» **WORK ORDER**
Each entry below must be repeated exactly. Leave the pictures out of it.

» **DATASET**
============================================================

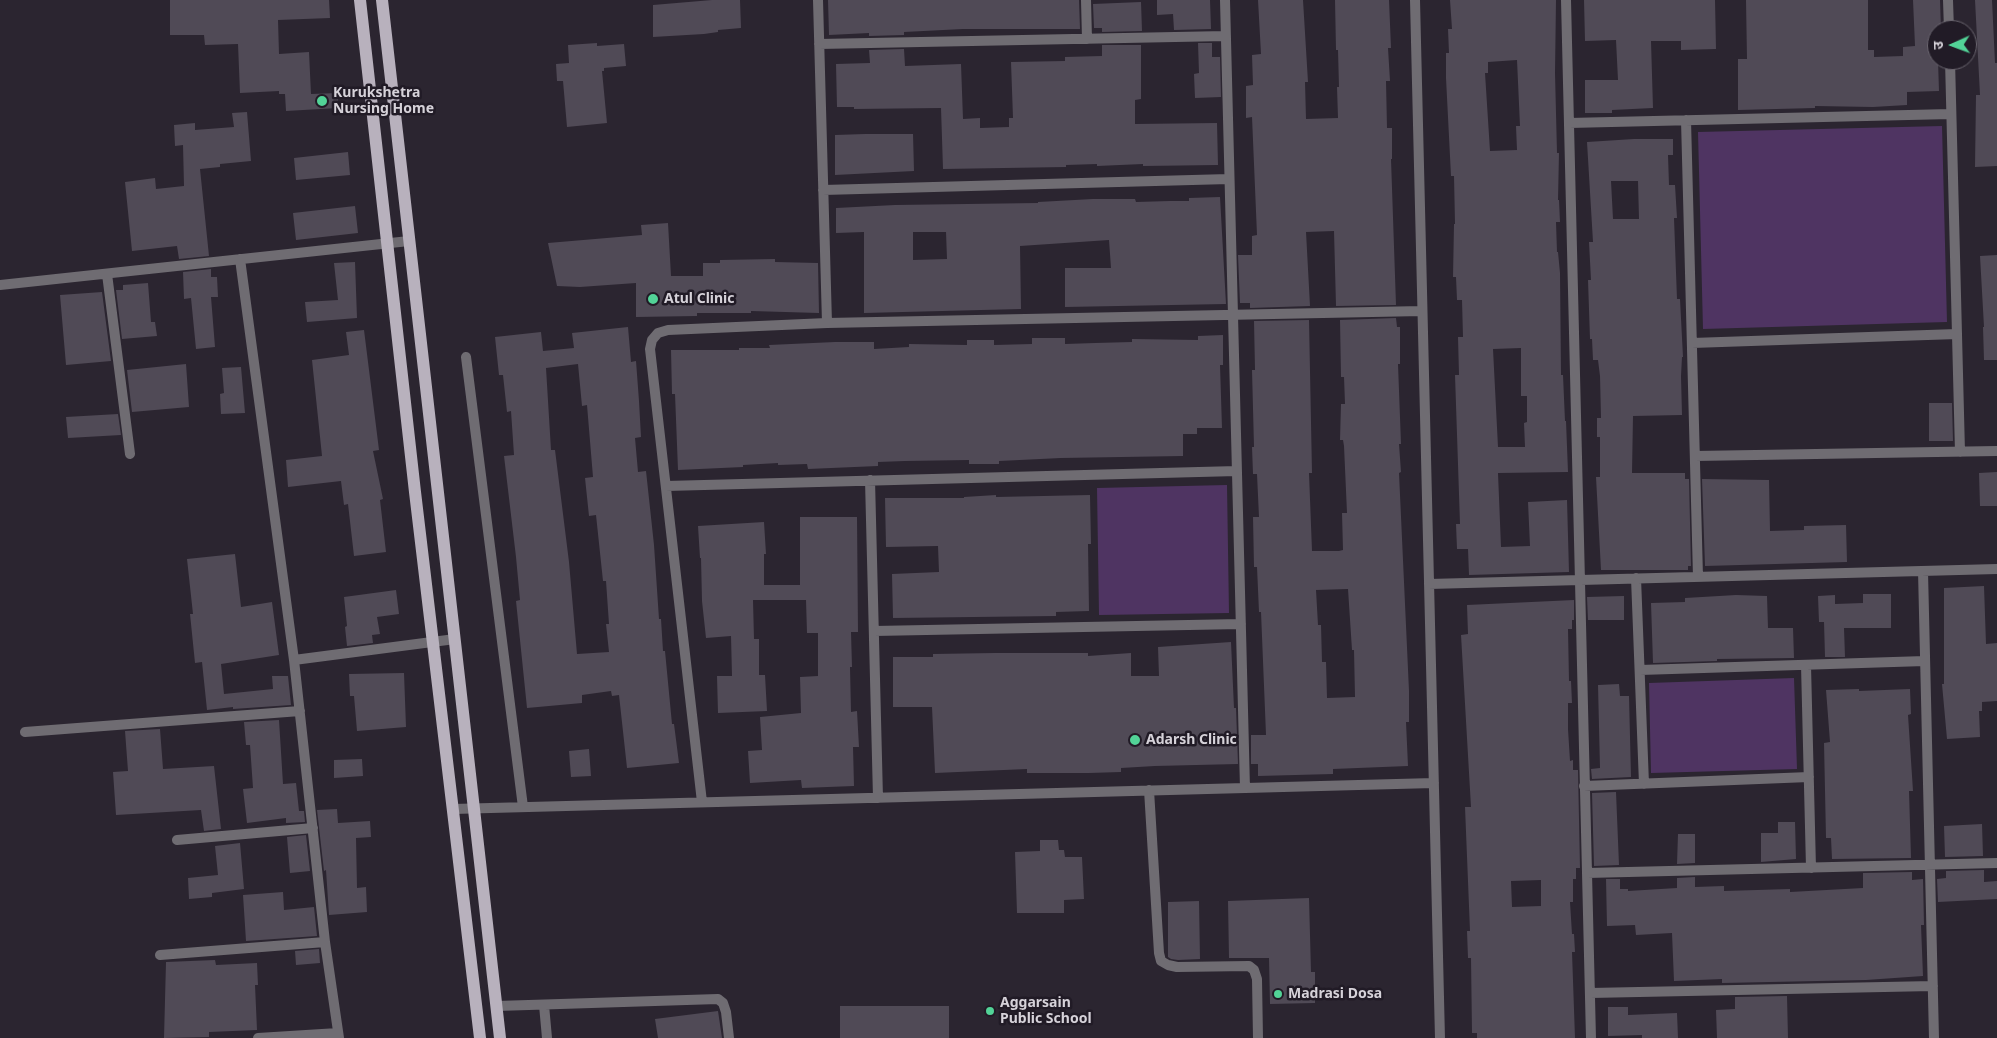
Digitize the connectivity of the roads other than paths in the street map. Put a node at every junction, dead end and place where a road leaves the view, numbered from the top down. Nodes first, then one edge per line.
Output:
1 (360, 0) edge
2 (382, 0) edge
3 (818, 0) edge
4 (1086, 0) edge
5 (1224, 0) edge
6 (1415, 0) edge
7 (1566, 0) edge
8 (1948, 0) edge
9 (1949, 20) edge
10 (1226, 36) junction
11 (1088, 39) junction
12 (819, 44) junction
13 (1950, 70) edge
14 (1951, 114) junction
15 (1686, 120) junction
16 (1569, 123) junction
17 (1229, 179) junction
18 (823, 190) junction
19 (409, 241) junction
20 (387, 243) junction
21 (240, 259) junction
22 (107, 274) junction
23 (0, 286) edge
24 (1422, 311) junction
25 (1233, 314) junction
26 (827, 323) junction
27 (1957, 334) junction
28 (1692, 343) junction
29 (466, 357) dead end
30 (1997, 451) edge
31 (1960, 452) junction
32 (130, 454) dead end
33 (1695, 456) junction
34 (1237, 471) junction
35 (870, 480) junction
36 (666, 486) junction
37 (1997, 569) edge
38 (1923, 571) junction
39 (1698, 577) junction
40 (1636, 578) junction
41 (1579, 580) junction
42 (1429, 584) junction
43 (1241, 624) junction
44 (874, 631) junction
45 (455, 640) junction
46 (433, 642) junction
47 (294, 660) junction
48 (1925, 661) junction
49 (1806, 665) junction
50 (1640, 670) junction
51 (300, 711) junction
52 (24, 732) dead end
53 (1809, 777) junction
54 (1434, 782) junction
55 (1644, 784) junction
56 (1584, 786) junction
57 (1245, 788) junction
58 (1149, 790) junction
59 (878, 798) junction
60 (702, 802) junction
61 (523, 808) junction
62 (453, 809) junction
63 (474, 809) junction
64 (313, 828) junction
65 (177, 840) dead end
66 (1997, 863) edge
67 (1930, 865) junction
68 (1811, 868) junction
69 (1586, 873) junction
70 (325, 942) junction
71 (160, 955) dead end
72 (1933, 986) junction
73 (1590, 993) junction
74 (544, 1004) junction
75 (497, 1006) junction
76 (339, 1035) edge
77 (258, 1038) edge
78 (480, 1038) edge
79 (500, 1038) edge
80 (547, 1038) edge
81 (729, 1038) edge
82 (1258, 1038) edge
83 (1440, 1038) edge
84 (1591, 1038) edge
85 (1934, 1038) edge

1 - 20 main road
2 - 19 main road
3 - 12 street
4 - 11 street
5 - 10 street
6 - 24 street
7 - 16 street
8 - 9 street
10 - 11 street
10 - 17 street
11 - 12 street
12 - 18 street
13 - 14 street
14 - 15 street
14 - 27 street
15 - 16 street
15 - 28 street
16 - 41 street
17 - 18 street
17 - 25 street
18 - 26 street
19 - 20 street
19 - 45 main road
20 - 21 street
20 - 46 main road
21 - 22 street
21 - 47 street
22 - 23 street
22 - 32 street
24 - 25 street
24 - 42 street
25 - 26 street
25 - 34 street
26 - 36 street
27 - 28 street
27 - 31 street
28 - 33 street
29 - 61 street
30 - 31 street
31 - 33 street
33 - 39 street
34 - 35 street
34 - 43 street
35 - 36 street
35 - 44 street
36 - 60 street
37 - 38 street
38 - 39 street
38 - 48 street
39 - 40 street
40 - 41 street
40 - 50 street
41 - 42 street
41 - 56 street
42 - 54 street
43 - 44 street
43 - 57 street
44 - 59 street
45 - 46 street
45 - 63 main road
46 - 47 street
46 - 62 main road
47 - 51 street
48 - 49 street
48 - 67 street
49 - 50 street
49 - 53 street
50 - 55 street
51 - 52 street
51 - 64 street
53 - 55 street
53 - 68 street
54 - 57 street
54 - 83 street
55 - 56 street
56 - 69 street
57 - 58 street
58 - 59 street
58 - 82 street
59 - 60 street
60 - 61 street
61 - 63 street
62 - 63 street
62 - 78 main road
63 - 75 main road
64 - 65 street
64 - 70 street
66 - 67 street
67 - 68 street
67 - 72 street
68 - 69 street
69 - 73 street
70 - 71 street
70 - 76 street
72 - 73 street
72 - 85 street
73 - 84 street
74 - 75 street
74 - 80 street
74 - 81 street
75 - 79 main road
76 - 77 street

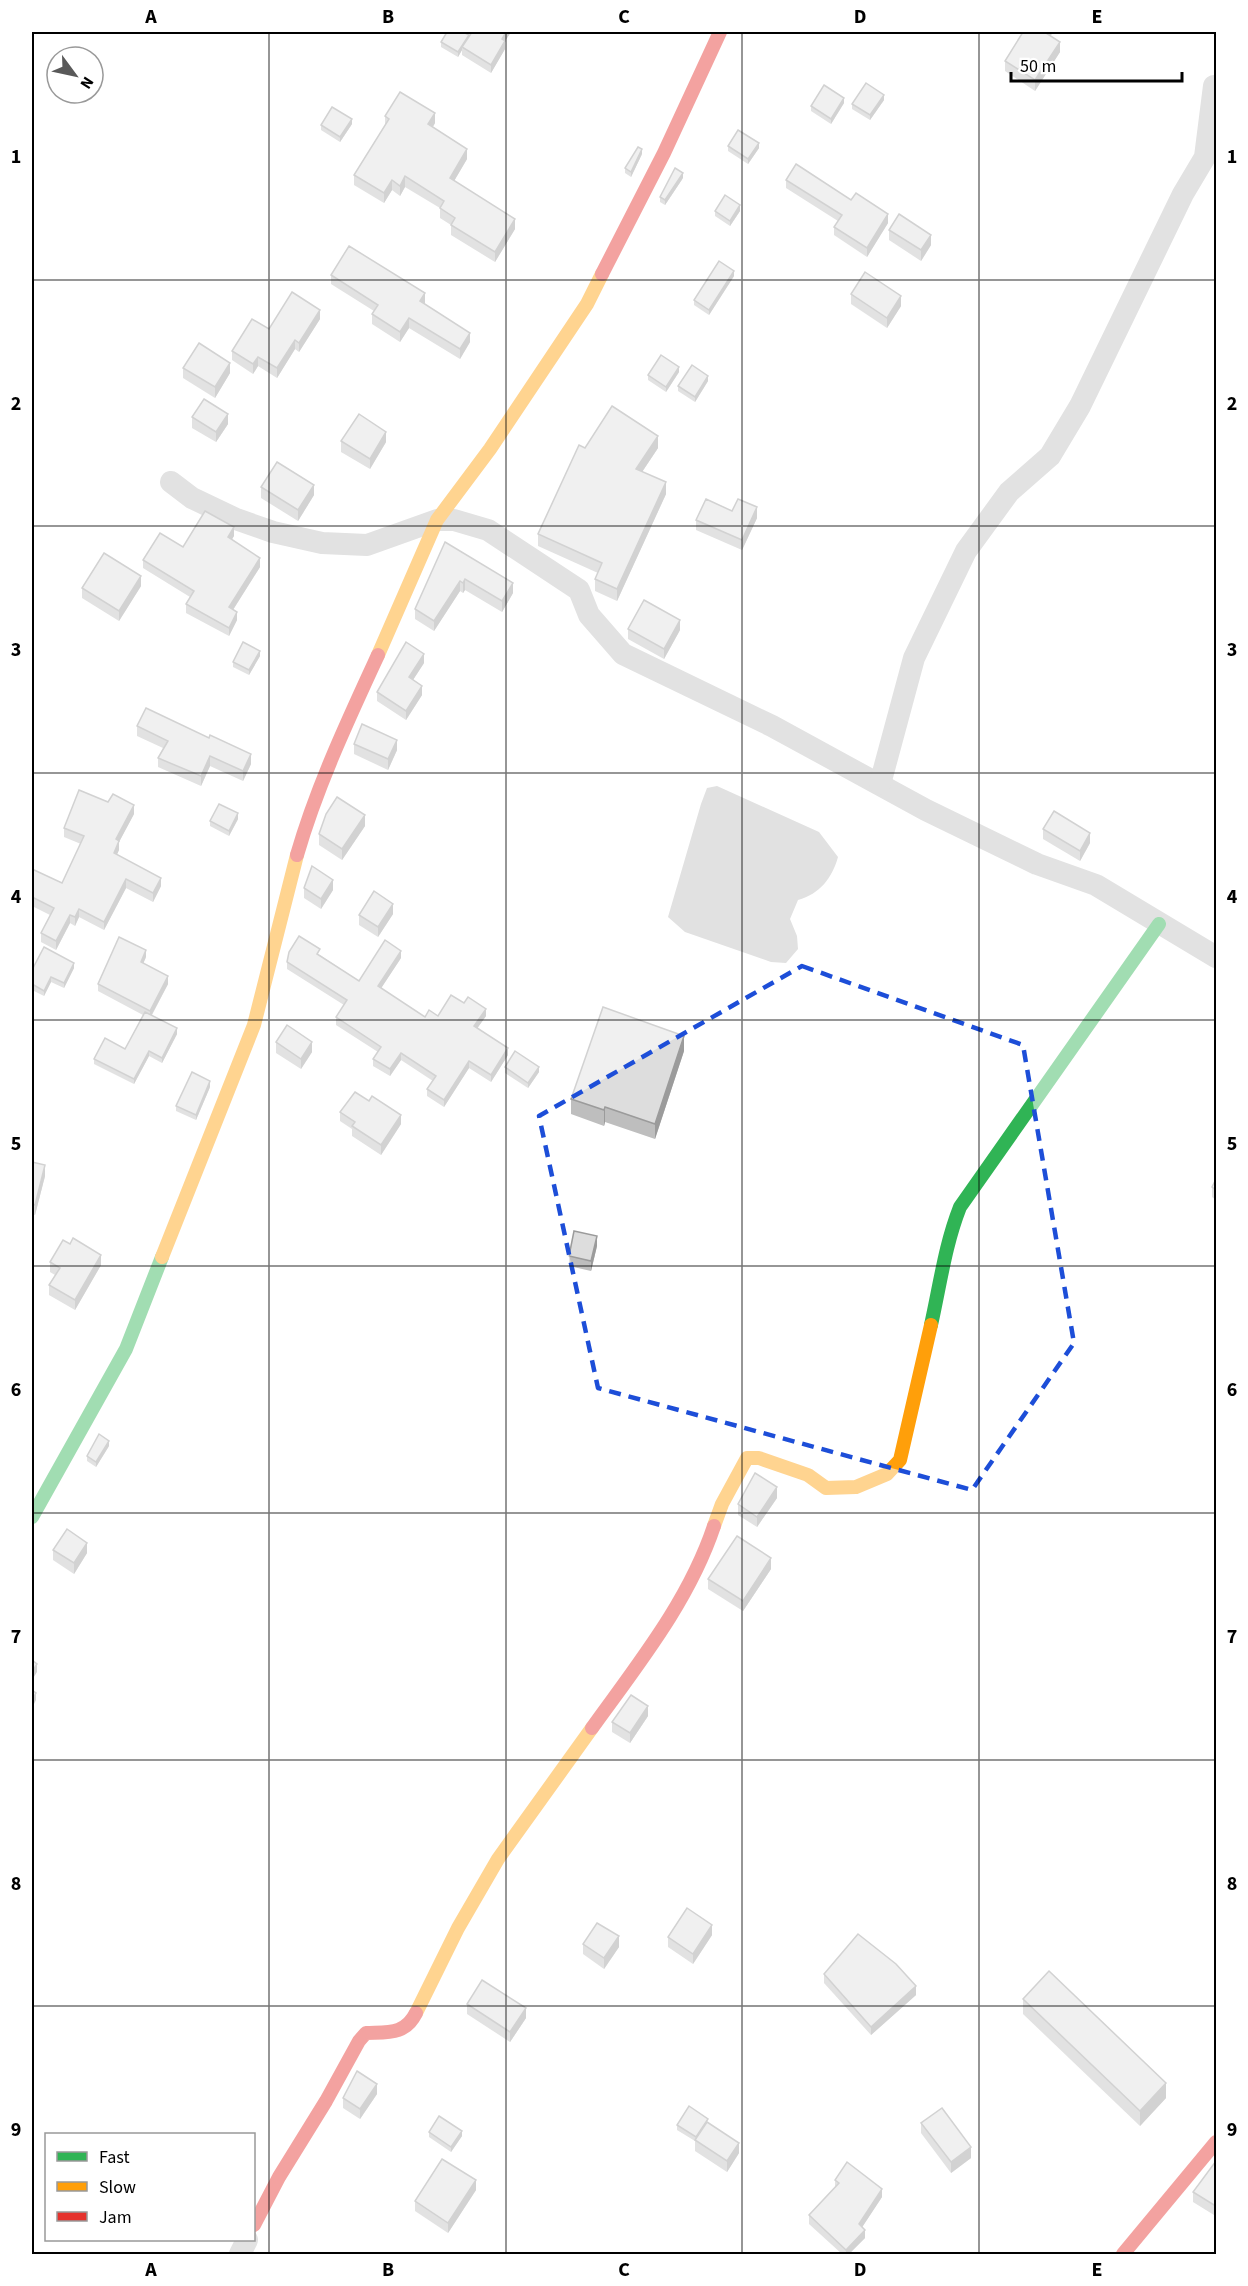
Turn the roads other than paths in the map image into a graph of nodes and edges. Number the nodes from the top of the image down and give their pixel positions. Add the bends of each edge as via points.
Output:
1 (720, 32) edge
2 (1214, 86) dead end
3 (171, 482) dead end
4 (437, 520) junction
5 (880, 784) junction
6 (1159, 924) junction
7 (1216, 957) edge
8 (32, 1517) edge
9 (1216, 2142) edge
10 (255, 2223) edge
11 (1123, 2254) edge

1 - 4 street via 587,304 490,449
2 - 5 street via 1205,157 1183,194 1080,406 1050,456 1009,492 966,551 914,658
3 - 4 street via 192,498 236,519 322,543 368,545
4 - 5 street via 454,520 488,530 579,590 589,615 623,654
4 - 8 street via 346,724 305,827 254,1025 126,1349
5 - 6 street via 1037,864 1096,885
6 - 7 street
6 - 10 street via 960,1207 952,1224 900,1460 886,1474 856,1487 826,1488 808,1475 759,1458 747,1458 741,1465 703,1558 660,1633 498,1859 410,2024 398,2032 366,2033 351,2049 328,2098 270,2188
9 - 11 street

============================================================

» **OUTPUT FOR THIS TASK**
Digitize the connectivity of the roads other than paths in the street map. Put a node at every junction, dead end and place where a road leaves the view, numbered from the top down. Nodes first, then one edge per line.
Output:
1 (360, 0) edge
2 (382, 0) edge
3 (818, 0) edge
4 (1086, 0) edge
5 (1224, 0) edge
6 (1415, 0) edge
7 (1566, 0) edge
8 (1948, 0) edge
9 (1949, 20) edge
10 (1226, 36) junction
11 (1088, 39) junction
12 (819, 44) junction
13 (1950, 70) edge
14 (1951, 114) junction
15 (1686, 120) junction
16 (1569, 123) junction
17 (1229, 179) junction
18 (823, 190) junction
19 (409, 241) junction
20 (387, 243) junction
21 (240, 259) junction
22 (107, 274) junction
23 (0, 286) edge
24 (1422, 311) junction
25 (1233, 314) junction
26 (827, 323) junction
27 (1957, 334) junction
28 (1692, 343) junction
29 (466, 357) dead end
30 (1997, 451) edge
31 (1960, 452) junction
32 (130, 454) dead end
33 (1695, 456) junction
34 (1237, 471) junction
35 (870, 480) junction
36 (666, 486) junction
37 (1997, 569) edge
38 (1923, 571) junction
39 (1698, 577) junction
40 (1636, 578) junction
41 (1579, 580) junction
42 (1429, 584) junction
43 (1241, 624) junction
44 (874, 631) junction
45 (455, 640) junction
46 (433, 642) junction
47 (294, 660) junction
48 (1925, 661) junction
49 (1806, 665) junction
50 (1640, 670) junction
51 (300, 711) junction
52 (24, 732) dead end
53 (1809, 777) junction
54 (1434, 782) junction
55 (1644, 784) junction
56 (1584, 786) junction
57 (1245, 788) junction
58 (1149, 790) junction
59 (878, 798) junction
60 (702, 802) junction
61 (523, 808) junction
62 (453, 809) junction
63 (474, 809) junction
64 (313, 828) junction
65 (177, 840) dead end
66 (1997, 863) edge
67 (1930, 865) junction
68 (1811, 868) junction
69 (1586, 873) junction
70 (325, 942) junction
71 (160, 955) dead end
72 (1933, 986) junction
73 (1590, 993) junction
74 (544, 1004) junction
75 (497, 1006) junction
76 (339, 1035) edge
77 (258, 1038) edge
78 (480, 1038) edge
79 (500, 1038) edge
80 (547, 1038) edge
81 (729, 1038) edge
82 (1258, 1038) edge
83 (1440, 1038) edge
84 (1591, 1038) edge
85 (1934, 1038) edge

1 - 20 main road
2 - 19 main road
3 - 12 street
4 - 11 street
5 - 10 street
6 - 24 street
7 - 16 street
8 - 9 street
10 - 11 street
10 - 17 street
11 - 12 street
12 - 18 street
13 - 14 street
14 - 15 street
14 - 27 street
15 - 16 street
15 - 28 street
16 - 41 street
17 - 18 street
17 - 25 street
18 - 26 street
19 - 20 street
19 - 45 main road
20 - 21 street
20 - 46 main road
21 - 22 street
21 - 47 street
22 - 23 street
22 - 32 street
24 - 25 street
24 - 42 street
25 - 26 street
25 - 34 street
26 - 36 street
27 - 28 street
27 - 31 street
28 - 33 street
29 - 61 street
30 - 31 street
31 - 33 street
33 - 39 street
34 - 35 street
34 - 43 street
35 - 36 street
35 - 44 street
36 - 60 street
37 - 38 street
38 - 39 street
38 - 48 street
39 - 40 street
40 - 41 street
40 - 50 street
41 - 42 street
41 - 56 street
42 - 54 street
43 - 44 street
43 - 57 street
44 - 59 street
45 - 46 street
45 - 63 main road
46 - 47 street
46 - 62 main road
47 - 51 street
48 - 49 street
48 - 67 street
49 - 50 street
49 - 53 street
50 - 55 street
51 - 52 street
51 - 64 street
53 - 55 street
53 - 68 street
54 - 57 street
54 - 83 street
55 - 56 street
56 - 69 street
57 - 58 street
58 - 59 street
58 - 82 street
59 - 60 street
60 - 61 street
61 - 63 street
62 - 63 street
62 - 78 main road
63 - 75 main road
64 - 65 street
64 - 70 street
66 - 67 street
67 - 68 street
67 - 72 street
68 - 69 street
69 - 73 street
70 - 71 street
70 - 76 street
72 - 73 street
72 - 85 street
73 - 84 street
74 - 75 street
74 - 80 street
74 - 81 street
75 - 79 main road
76 - 77 street

Turn the roads other than paths in the map image into a graph of nodes and edges. Number the nodes from the top of the image down and give their pixel positions. Add the bends of each edge as via points.
Output:
1 (720, 32) edge
2 (1214, 86) dead end
3 (171, 482) dead end
4 (437, 520) junction
5 (880, 784) junction
6 (1159, 924) junction
7 (1216, 957) edge
8 (32, 1517) edge
9 (1216, 2142) edge
10 (255, 2223) edge
11 (1123, 2254) edge

1 - 4 street via 587,304 490,449
2 - 5 street via 1205,157 1183,194 1080,406 1050,456 1009,492 966,551 914,658
3 - 4 street via 192,498 236,519 322,543 368,545
4 - 5 street via 454,520 488,530 579,590 589,615 623,654
4 - 8 street via 346,724 305,827 254,1025 126,1349
5 - 6 street via 1037,864 1096,885
6 - 7 street
6 - 10 street via 960,1207 952,1224 900,1460 886,1474 856,1487 826,1488 808,1475 759,1458 747,1458 741,1465 703,1558 660,1633 498,1859 410,2024 398,2032 366,2033 351,2049 328,2098 270,2188
9 - 11 street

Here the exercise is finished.